BEGIN

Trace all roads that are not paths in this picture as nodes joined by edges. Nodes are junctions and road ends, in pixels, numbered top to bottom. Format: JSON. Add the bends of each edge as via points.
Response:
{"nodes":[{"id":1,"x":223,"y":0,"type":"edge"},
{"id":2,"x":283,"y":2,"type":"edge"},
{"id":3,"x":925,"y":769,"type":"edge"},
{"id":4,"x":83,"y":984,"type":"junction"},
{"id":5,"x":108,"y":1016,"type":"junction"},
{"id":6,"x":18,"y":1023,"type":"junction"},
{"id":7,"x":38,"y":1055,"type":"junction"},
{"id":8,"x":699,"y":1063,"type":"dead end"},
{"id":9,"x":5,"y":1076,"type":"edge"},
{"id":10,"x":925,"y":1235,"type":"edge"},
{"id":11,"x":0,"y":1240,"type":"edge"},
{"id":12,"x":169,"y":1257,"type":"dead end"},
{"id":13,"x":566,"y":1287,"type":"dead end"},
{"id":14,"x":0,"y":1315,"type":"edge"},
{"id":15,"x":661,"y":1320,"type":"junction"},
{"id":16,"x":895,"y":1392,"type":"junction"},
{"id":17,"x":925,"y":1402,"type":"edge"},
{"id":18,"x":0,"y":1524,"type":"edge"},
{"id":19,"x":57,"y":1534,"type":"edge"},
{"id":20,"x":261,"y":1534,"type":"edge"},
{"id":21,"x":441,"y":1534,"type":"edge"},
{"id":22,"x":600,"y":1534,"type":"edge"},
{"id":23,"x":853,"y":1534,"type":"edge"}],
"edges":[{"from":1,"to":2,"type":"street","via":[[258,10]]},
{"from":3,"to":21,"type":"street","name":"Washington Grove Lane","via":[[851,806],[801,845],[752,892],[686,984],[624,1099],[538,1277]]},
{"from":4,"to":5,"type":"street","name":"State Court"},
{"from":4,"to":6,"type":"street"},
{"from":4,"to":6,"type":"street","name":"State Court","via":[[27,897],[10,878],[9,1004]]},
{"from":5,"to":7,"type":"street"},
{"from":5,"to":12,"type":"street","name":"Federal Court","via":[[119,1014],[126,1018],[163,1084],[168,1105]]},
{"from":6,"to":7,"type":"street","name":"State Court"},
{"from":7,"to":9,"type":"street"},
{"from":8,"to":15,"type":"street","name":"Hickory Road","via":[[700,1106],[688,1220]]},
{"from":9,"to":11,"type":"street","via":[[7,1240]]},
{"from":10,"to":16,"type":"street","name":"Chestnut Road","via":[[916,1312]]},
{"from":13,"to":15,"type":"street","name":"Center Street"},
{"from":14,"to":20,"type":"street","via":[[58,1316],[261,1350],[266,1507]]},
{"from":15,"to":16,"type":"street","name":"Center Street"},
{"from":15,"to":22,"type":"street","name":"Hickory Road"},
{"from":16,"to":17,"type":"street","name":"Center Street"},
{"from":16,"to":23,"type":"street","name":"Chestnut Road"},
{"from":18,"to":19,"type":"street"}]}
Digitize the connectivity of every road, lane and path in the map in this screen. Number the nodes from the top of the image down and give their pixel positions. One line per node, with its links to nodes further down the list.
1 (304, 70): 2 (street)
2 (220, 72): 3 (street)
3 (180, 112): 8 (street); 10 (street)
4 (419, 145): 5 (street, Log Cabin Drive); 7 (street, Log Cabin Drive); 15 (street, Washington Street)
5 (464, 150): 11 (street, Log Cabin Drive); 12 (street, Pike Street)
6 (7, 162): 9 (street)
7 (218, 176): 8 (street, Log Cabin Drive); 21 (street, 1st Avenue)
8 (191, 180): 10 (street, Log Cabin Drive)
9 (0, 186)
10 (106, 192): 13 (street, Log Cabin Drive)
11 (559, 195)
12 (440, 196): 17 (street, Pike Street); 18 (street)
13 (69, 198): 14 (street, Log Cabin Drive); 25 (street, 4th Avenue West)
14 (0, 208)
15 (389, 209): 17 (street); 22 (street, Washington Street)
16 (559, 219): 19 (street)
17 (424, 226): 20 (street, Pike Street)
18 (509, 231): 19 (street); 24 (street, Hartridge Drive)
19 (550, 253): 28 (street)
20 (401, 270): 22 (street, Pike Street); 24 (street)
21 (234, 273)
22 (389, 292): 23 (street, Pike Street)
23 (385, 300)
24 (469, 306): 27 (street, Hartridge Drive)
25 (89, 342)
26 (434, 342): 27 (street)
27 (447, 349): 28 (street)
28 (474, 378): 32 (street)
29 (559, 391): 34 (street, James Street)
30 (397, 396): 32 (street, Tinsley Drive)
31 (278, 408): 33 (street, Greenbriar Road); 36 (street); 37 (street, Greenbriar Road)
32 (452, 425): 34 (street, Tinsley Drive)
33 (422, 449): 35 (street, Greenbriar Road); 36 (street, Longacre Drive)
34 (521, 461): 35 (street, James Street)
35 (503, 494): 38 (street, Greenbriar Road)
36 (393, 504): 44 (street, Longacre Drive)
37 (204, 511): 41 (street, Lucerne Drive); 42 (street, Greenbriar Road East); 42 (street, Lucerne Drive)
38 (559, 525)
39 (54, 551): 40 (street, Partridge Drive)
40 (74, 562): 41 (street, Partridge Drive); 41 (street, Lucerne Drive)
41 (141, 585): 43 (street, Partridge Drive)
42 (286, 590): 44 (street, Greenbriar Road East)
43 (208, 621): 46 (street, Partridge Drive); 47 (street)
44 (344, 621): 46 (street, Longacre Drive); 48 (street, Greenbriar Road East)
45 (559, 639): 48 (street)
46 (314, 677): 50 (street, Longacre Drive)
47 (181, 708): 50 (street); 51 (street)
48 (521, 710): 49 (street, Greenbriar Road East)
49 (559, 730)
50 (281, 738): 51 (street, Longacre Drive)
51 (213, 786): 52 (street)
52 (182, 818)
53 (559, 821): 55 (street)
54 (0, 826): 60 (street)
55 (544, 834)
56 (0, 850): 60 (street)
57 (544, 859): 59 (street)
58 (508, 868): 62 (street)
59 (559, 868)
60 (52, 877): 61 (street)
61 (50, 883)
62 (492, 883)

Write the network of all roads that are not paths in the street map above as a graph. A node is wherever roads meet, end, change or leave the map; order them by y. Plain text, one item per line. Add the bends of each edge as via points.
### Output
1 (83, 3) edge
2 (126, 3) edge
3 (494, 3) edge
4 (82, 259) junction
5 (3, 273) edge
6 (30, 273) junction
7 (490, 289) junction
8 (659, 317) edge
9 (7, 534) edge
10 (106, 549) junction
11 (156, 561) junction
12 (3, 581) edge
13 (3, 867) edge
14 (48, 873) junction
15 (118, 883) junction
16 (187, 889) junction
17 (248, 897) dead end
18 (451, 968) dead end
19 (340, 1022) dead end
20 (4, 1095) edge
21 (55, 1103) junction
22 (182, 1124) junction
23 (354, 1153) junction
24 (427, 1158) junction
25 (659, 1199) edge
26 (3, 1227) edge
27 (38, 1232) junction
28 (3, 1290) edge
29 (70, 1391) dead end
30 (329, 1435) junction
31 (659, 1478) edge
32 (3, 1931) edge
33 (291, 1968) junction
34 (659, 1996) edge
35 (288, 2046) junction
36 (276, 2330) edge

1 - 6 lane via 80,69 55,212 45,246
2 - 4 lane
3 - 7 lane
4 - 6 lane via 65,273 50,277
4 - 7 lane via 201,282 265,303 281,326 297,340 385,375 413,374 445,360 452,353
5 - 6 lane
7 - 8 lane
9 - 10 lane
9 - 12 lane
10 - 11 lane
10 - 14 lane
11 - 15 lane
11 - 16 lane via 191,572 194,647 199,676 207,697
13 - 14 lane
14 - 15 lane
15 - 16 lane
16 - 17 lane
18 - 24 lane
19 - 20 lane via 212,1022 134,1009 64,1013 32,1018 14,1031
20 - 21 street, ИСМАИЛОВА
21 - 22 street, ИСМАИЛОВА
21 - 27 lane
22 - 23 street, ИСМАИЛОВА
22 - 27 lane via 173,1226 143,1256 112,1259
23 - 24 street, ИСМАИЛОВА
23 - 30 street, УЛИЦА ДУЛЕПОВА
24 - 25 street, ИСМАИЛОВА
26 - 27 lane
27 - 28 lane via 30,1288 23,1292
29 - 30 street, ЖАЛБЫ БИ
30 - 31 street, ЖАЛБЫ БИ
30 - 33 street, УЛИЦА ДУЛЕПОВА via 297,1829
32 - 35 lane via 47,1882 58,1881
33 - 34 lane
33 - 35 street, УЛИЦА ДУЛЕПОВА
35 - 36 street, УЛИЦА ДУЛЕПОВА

END

— INSTRUCTIONS FOR THE TASK —
Copy all lines from the material that contain "edges".

— YOUR SOLUTION —
Trace all roads that are not paths in this picture as nodes joined by edges. Nodes are junctions and road ends, in pixels, numbered top to bottom. Format: JSON. Add the bends of each edge as via points.
"edges":[{"from":1,"to":2,"type":"street","via":[[258,10]]},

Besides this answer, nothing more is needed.